Valériane Dujardin

Valériane Dujardin

À propos de l'auteur

Valériane Dujardin, juriste, exerçant au sein de l’EPSM Lille Métropole (59 – Armentières) est également formatrice spécialisée en droit de la santé.

Entretien avec Valériane Dujardin

4 ans après la parution de votre première édition, en juin 2009, vous sortez une nouvelle édition. Comment expliquez-vous le succès de votre première édition ?


Les relations hôpital, police, justice interrogent le champ de la responsabilité, celui des obligations, avec pour dénominateur commun la question de la dimension du secret professionnel. La circonstance qu’il existait en juin 2009 peu d’écrits sur le sujet explique vraisemblablement l’intérêt porté par les professionnels vers cet ouvrage. En sa première édition, cet ouvrage se voulait un guide pratique, déclinant les situations auxquelles les professionnels de la santé pouvaient être confrontés. L’approche du sujet concernant une thématique questionnant de plus en plus lesdits professionnels, dans une époque d’inflation législative et réglementaire, contribua certainement à l’intérêt porté à cet écrit. Et en écho, au quotidien, des interrogations de professionnels, au sein de mon établissement, qui se font la lumière de préoccupations grandissantes.

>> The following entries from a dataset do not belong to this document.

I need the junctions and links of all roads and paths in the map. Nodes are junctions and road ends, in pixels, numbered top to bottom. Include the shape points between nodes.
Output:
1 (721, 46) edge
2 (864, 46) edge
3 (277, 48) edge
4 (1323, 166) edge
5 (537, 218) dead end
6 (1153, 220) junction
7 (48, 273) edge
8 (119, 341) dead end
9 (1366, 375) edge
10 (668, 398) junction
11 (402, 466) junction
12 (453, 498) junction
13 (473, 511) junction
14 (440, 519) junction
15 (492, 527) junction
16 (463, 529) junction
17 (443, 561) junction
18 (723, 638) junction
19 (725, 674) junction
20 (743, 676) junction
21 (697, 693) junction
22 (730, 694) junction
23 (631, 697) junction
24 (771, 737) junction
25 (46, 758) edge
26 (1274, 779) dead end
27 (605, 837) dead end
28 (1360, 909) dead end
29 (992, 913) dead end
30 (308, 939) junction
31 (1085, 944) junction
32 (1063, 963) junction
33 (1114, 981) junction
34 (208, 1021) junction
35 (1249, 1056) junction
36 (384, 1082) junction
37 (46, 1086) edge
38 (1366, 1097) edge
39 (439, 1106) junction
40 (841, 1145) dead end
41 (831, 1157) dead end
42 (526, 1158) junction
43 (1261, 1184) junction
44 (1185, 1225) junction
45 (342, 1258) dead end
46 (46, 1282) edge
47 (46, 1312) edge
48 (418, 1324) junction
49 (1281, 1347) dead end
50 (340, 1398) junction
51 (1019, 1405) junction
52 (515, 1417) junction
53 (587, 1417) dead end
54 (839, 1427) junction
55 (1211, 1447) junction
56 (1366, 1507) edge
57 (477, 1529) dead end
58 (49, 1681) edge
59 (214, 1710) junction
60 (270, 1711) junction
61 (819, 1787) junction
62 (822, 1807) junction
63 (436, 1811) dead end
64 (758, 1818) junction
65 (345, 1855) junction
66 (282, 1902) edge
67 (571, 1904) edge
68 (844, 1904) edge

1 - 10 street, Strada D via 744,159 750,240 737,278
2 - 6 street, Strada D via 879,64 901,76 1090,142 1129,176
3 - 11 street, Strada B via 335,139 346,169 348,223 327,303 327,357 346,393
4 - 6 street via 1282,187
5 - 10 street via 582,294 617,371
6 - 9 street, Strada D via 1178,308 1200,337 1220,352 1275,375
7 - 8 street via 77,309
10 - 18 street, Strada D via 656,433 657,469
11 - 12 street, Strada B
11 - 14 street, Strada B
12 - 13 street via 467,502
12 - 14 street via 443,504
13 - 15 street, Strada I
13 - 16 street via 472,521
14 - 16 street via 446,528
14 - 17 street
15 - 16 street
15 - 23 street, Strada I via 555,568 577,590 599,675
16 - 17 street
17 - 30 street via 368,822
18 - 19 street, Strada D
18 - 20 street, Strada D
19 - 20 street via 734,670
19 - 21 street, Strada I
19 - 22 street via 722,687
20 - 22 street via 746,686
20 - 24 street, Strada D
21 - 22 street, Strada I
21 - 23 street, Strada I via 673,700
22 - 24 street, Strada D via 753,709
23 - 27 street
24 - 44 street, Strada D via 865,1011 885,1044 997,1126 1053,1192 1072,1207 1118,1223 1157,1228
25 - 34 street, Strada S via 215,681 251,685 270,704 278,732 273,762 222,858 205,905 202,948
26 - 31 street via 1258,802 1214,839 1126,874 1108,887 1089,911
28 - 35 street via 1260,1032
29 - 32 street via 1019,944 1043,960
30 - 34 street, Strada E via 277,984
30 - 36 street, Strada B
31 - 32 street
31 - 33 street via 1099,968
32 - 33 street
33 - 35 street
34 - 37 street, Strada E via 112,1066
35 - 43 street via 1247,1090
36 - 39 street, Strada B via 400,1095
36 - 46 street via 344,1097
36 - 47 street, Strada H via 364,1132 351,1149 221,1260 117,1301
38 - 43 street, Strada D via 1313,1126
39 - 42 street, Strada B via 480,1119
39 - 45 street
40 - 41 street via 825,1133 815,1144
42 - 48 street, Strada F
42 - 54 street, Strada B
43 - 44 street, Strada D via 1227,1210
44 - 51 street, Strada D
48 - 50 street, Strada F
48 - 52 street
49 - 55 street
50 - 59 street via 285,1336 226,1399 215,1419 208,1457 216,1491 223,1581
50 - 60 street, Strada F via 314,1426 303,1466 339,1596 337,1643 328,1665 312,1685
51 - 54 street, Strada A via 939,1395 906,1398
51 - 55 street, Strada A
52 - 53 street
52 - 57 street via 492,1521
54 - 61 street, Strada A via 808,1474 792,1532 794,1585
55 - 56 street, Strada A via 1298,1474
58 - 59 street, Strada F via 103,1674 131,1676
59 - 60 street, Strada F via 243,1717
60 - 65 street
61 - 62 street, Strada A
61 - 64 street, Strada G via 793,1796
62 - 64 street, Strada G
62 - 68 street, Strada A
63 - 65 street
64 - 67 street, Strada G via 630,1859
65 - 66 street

Comment qualifiez-vous les relations hôpital, police, justice ?


Ces trois services publics prônent les mêmes valeurs, avec un langage tellement différent qu’il est une nécessité : celle de se rencontrer pour mieux se connaître. Les obligations respectives pesant sur l’hôpital, la police et la justice impactent les relations, notamment par la temporalité, très courte, pouvant amener des situations conflictuelles, alors que la visée recherchée reste celle de l’intérêt du sujet de droit. Les exigences de la société civile, le racolage médiatique visant des faits divers impliquant l’hôpital (le décès d’un enfant, le suicide d’un patient, l’infraction commise par une personne soufrant de troubles mentaux…), la pression des politiques viennent sans aucun doute complexifier les relations. Je relève, avec quelque quatorze années d’exercice professionnel au sein d’un établissement de santé mentale, une évolution réelle de ces relations, doublée d’une inquiétude des professionnels quant à leur responsabilité.

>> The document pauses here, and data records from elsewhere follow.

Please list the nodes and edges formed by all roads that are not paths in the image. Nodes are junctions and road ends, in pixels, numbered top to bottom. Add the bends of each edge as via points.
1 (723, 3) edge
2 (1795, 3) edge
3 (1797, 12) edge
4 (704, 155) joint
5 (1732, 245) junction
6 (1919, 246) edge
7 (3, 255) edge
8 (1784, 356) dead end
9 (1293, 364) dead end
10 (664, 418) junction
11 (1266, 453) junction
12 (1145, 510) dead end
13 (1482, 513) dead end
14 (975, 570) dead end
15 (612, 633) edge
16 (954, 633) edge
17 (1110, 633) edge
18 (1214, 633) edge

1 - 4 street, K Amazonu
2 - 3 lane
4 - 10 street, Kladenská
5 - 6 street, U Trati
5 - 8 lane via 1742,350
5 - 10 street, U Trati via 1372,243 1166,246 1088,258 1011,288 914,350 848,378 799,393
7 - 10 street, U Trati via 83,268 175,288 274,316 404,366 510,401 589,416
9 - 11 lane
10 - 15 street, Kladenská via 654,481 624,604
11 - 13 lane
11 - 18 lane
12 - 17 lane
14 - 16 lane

L’hôpital, reflet de notre société, est souvent exposé à un climat de tension, de violence, de désespoir, de grande fragilité sociale. Qu’apprenons-nous dans votre deuxième édition ?


Enrichie de près de 100 pages, cette deuxième édition aborde des thématiques nouvelles, telles que les obligations et injonctions de soins, le cadre légal des personnes faisant l’objet de soins psychiatriques, le refus de soins… Il me paraissait indispensable, au-delà d’une simple actualisation du manuscrit, d’approcher d’autres thématiques, toujours en écho aux questionnements posés dans le cadre de mon exercice professionnel. La tension, en effet, est palpable, dès lors qu’un incident est à déplorer (suicide, mort suspecte, violences sexuelles). Les questionnements relatifs aux situations relevant de la maltraitance mobilisent les professionnels, à la fois soucieux de prendre soin du sujet, et respecter le cadre légal, les droits de la personne. J’ai ainsi souhaité développer ces thématiques, afin de présenter rigoureusement les conduites à tenir, dans un contexte sociétal actuel qui peut être humainement difficile. L’hôpital, hospes, conserve sa fonction première d’accueil, en ce qu’il protège les personnes, dans le respect de leurs droits.

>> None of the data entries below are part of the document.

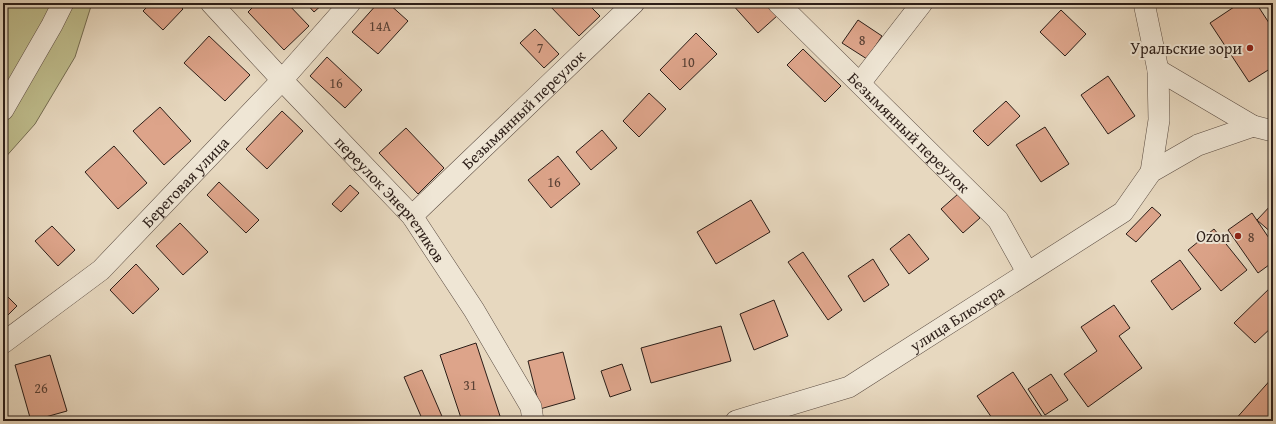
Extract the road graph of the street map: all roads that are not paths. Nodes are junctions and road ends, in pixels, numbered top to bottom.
1 (63, 3) edge
2 (211, 3) edge
3 (350, 3) edge
4 (634, 3) edge
5 (778, 3) edge
6 (922, 3) edge
7 (1144, 3) edge
8 (1158, 70) junction
9 (282, 80) junction
10 (860, 83) junction
11 (3, 110) edge
12 (1253, 126) junction
13 (1273, 131) edge
14 (1151, 172) junction
15 (412, 216) junction
16 (1027, 272) junction
17 (3, 343) edge
18 (534, 421) edge
19 (736, 421) edge

1 - 11 street
2 - 9 street, переулок Энергетиков
3 - 9 street, Береговая улица
4 - 15 street, Безымянный переулок
5 - 10 street, Безымянный переулок
6 - 10 street
7 - 8 street, улица Блюхера
8 - 12 street
8 - 14 street, улица Блюхера
9 - 15 street, переулок Энергетиков
9 - 17 street, Береговая улица
10 - 16 street, Безымянный переулок
12 - 13 street
12 - 14 street, улица Блюхера
14 - 16 street, улица Блюхера
15 - 18 street, переулок Энергетиков
16 - 19 street, улица Блюхера

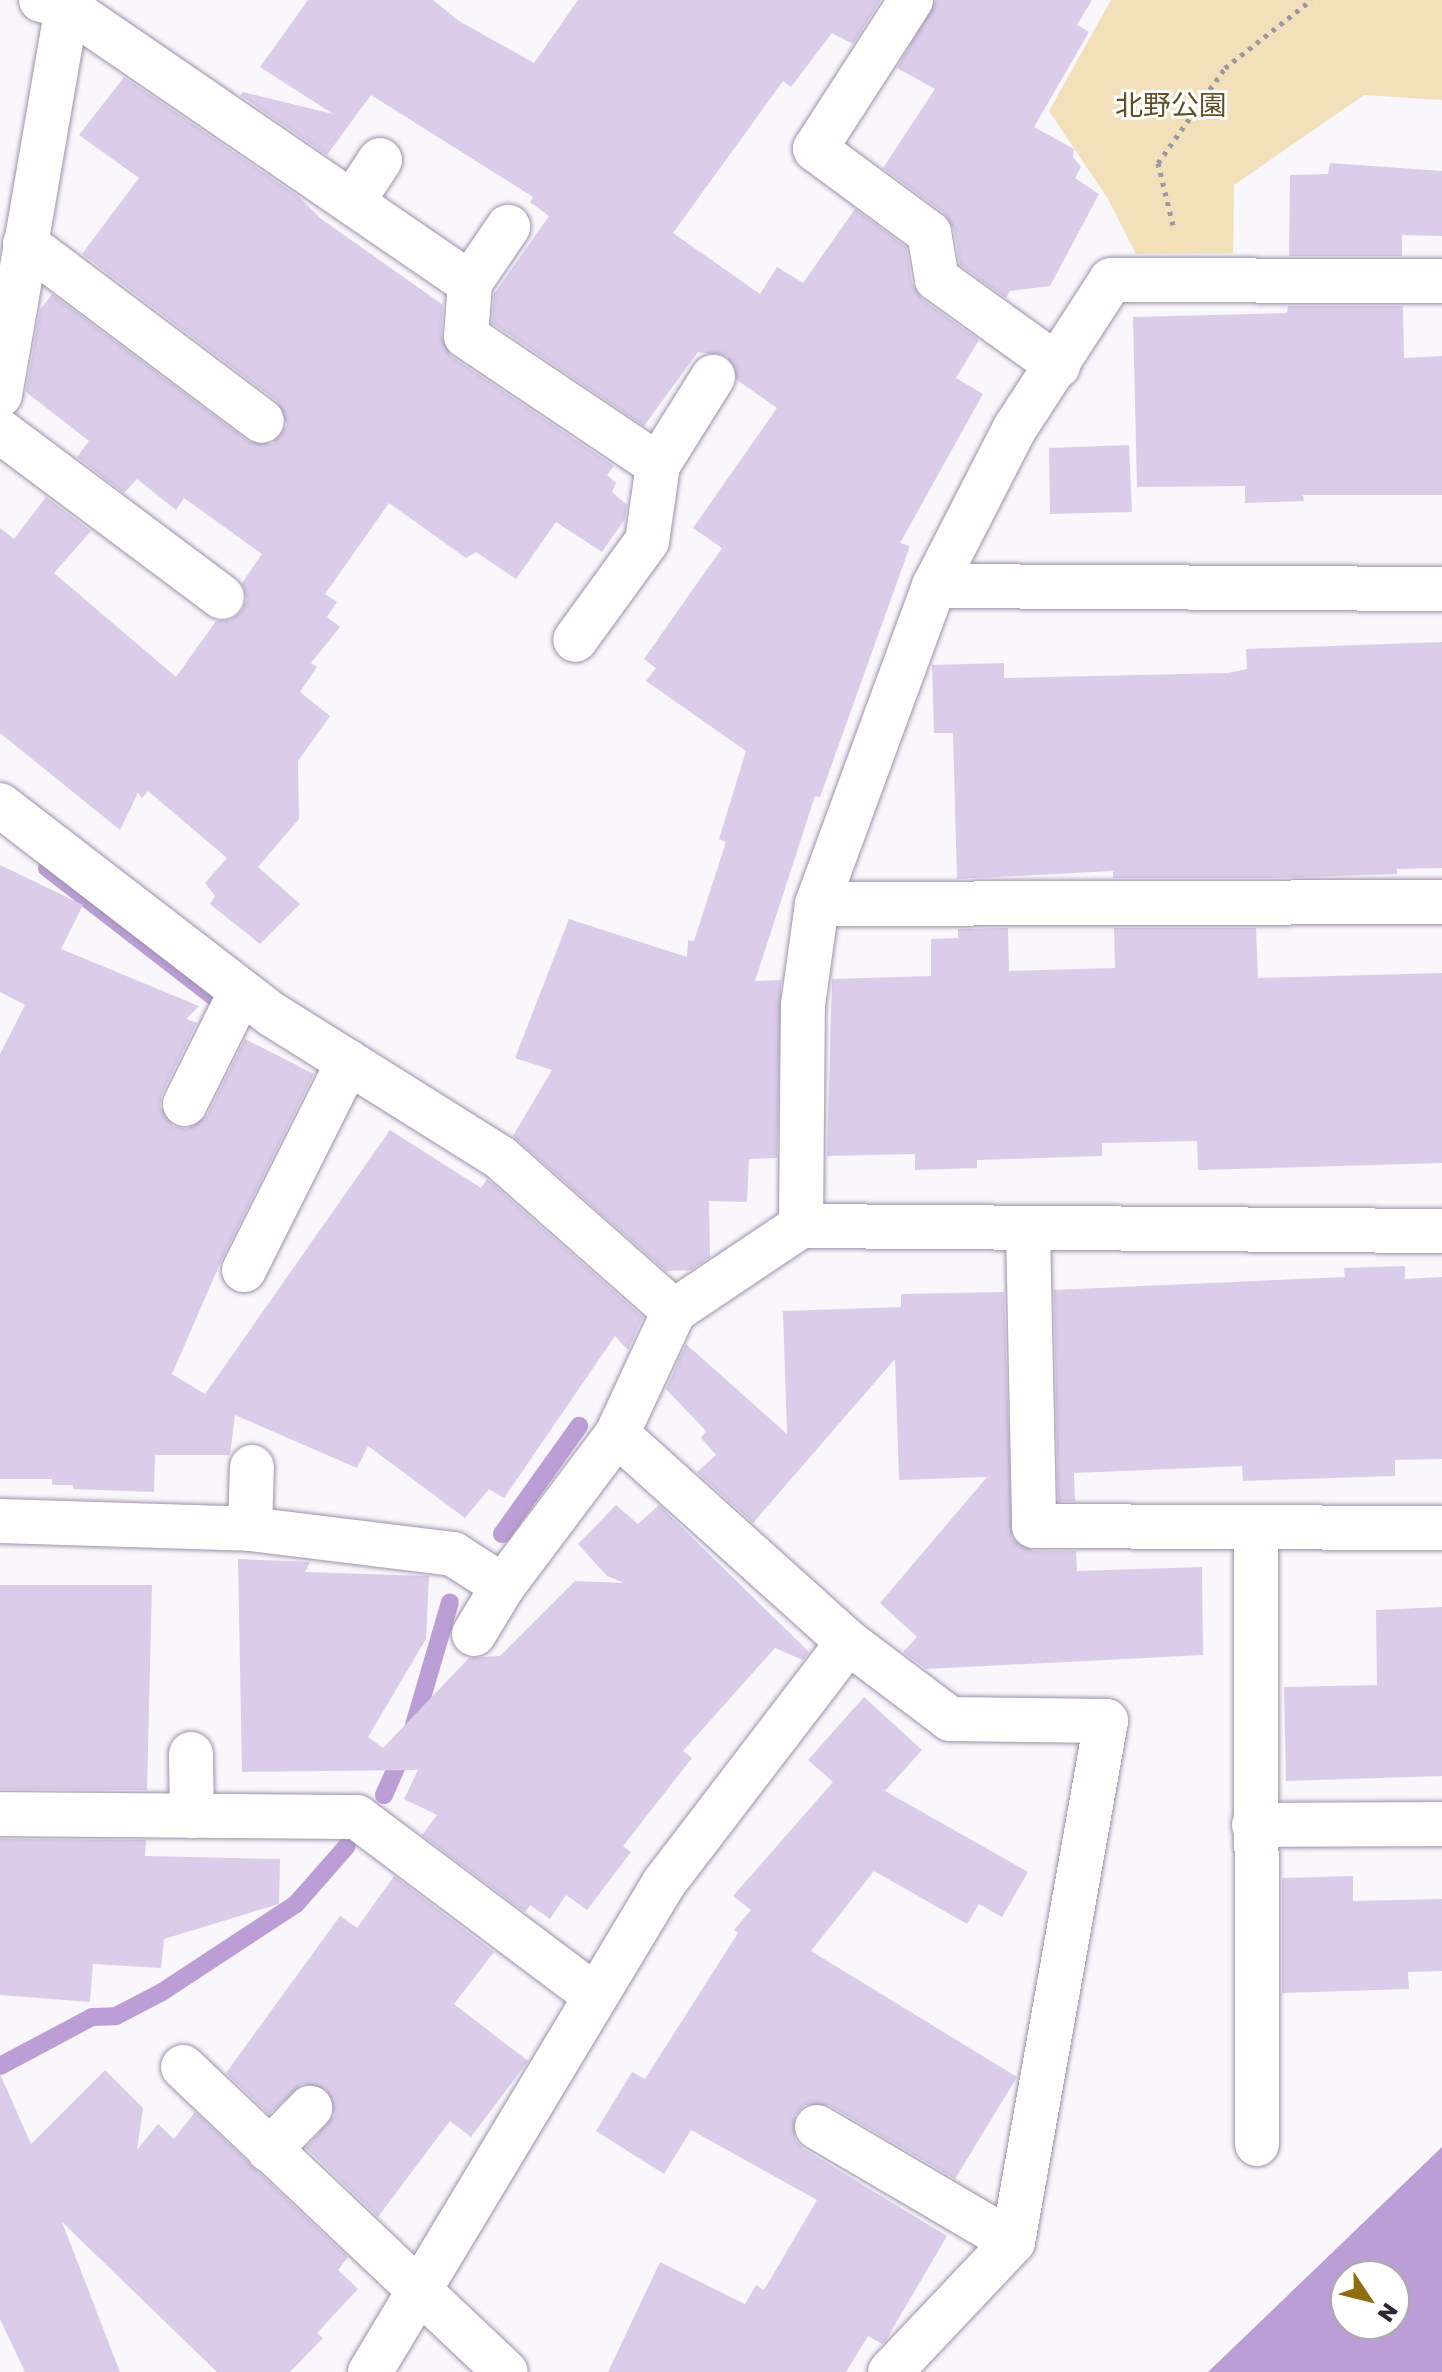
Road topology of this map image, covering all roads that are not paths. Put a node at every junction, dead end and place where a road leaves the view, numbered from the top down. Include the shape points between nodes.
1 (911, 0) edge
2 (58, 2) edge
3 (380, 160) dead end
4 (353, 201) junction
5 (508, 227) dead end
6 (15, 262) edge
7 (1442, 281) edge
8 (470, 283) junction
9 (1058, 366) junction
10 (713, 377) dead end
11 (0, 395) edge
12 (262, 421) dead end
13 (0, 431) edge
14 (658, 465) junction
15 (934, 586) junction
16 (1442, 589) edge
17 (222, 597) dead end
18 (575, 640) dead end
19 (0, 805) edge
20 (1442, 902) edge
21 (817, 904) junction
22 (241, 991) junction
23 (348, 1062) junction
24 (185, 1104) dead end
25 (801, 1226) junction
26 (1028, 1230) junction
27 (1442, 1231) edge
28 (244, 1270) dead end
29 (674, 1311) junction
30 (617, 1434) junction
31 (252, 1467) dead end
32 (0, 1521) edge
33 (1256, 1528) junction
34 (1442, 1528) edge
35 (250, 1529) junction
36 (503, 1586) junction
37 (474, 1634) dead end
38 (848, 1642) junction
39 (191, 1754) dead end
40 (0, 1814) edge
41 (192, 1816) junction
42 (1442, 1824) edge
43 (1254, 1825) junction
44 (595, 1996) junction
45 (183, 2067) dead end
46 (310, 2108) dead end
47 (817, 2127) dead end
48 (1257, 2144) dead end
49 (269, 2150) junction
50 (1013, 2242) junction
51 (418, 2291) junction
52 (370, 2372) edge
53 (506, 2372) edge
54 (890, 2372) edge

1 - 9 street via 815,149 929,233 937,279
2 - 4 street
2 - 6 street
3 - 4 street
4 - 8 street
5 - 8 street
6 - 11 street
6 - 12 street
7 - 9 street via 1111,280
8 - 14 street via 466,336
9 - 15 street via 1015,428
10 - 14 street
13 - 17 street
14 - 18 street via 647,541
15 - 16 street
15 - 21 street
19 - 22 street
20 - 21 street
21 - 25 street via 803,1005
22 - 23 street
22 - 24 street
23 - 28 street
23 - 29 street via 501,1158
25 - 26 street
25 - 29 street
26 - 27 street
26 - 33 street via 1034,1526
29 - 30 street
30 - 36 street
30 - 38 street
31 - 35 street
32 - 35 street
33 - 34 street
33 - 43 street
35 - 36 street via 453,1554
36 - 37 street
38 - 44 street via 664,1883
38 - 50 street via 950,1719 1106,1721
39 - 41 street
40 - 41 street
41 - 44 street via 357,1817
42 - 43 street
43 - 48 street
44 - 51 street
45 - 49 street
46 - 49 street
47 - 50 street
49 - 51 street
50 - 54 street
51 - 52 street
51 - 53 street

Il est aujourd’hui un équilibre délicat entre le droit à la protection de la santé et le respect des libertés individuelles, deux principes constitutionnels fondamentaux. Il est un exercice difficile de déterminer les règles juridiques venant relativiser la volonté de l’Homme. « Au nom de quoi ? », « Qu’est-ce qui impressionne le droit ? ». Ainsi, s’exprimait Francine Demichel dans son ouvrage Au nom de quoi ? Libre propos d’une juriste sur la médicalisation de la vie (coll. « Libre Propos », Les Études Hospitalières, juin 2006). Des propos qui ne cessent de m’interroger en tant que juriste, en droit de la santé. Le sujet des relations entre l’hôpital, la police et la justice pose collectivement les questions de la protection des individus, des droits des personnes, de la protection de l’ordre public et de la manifestation de la vérité.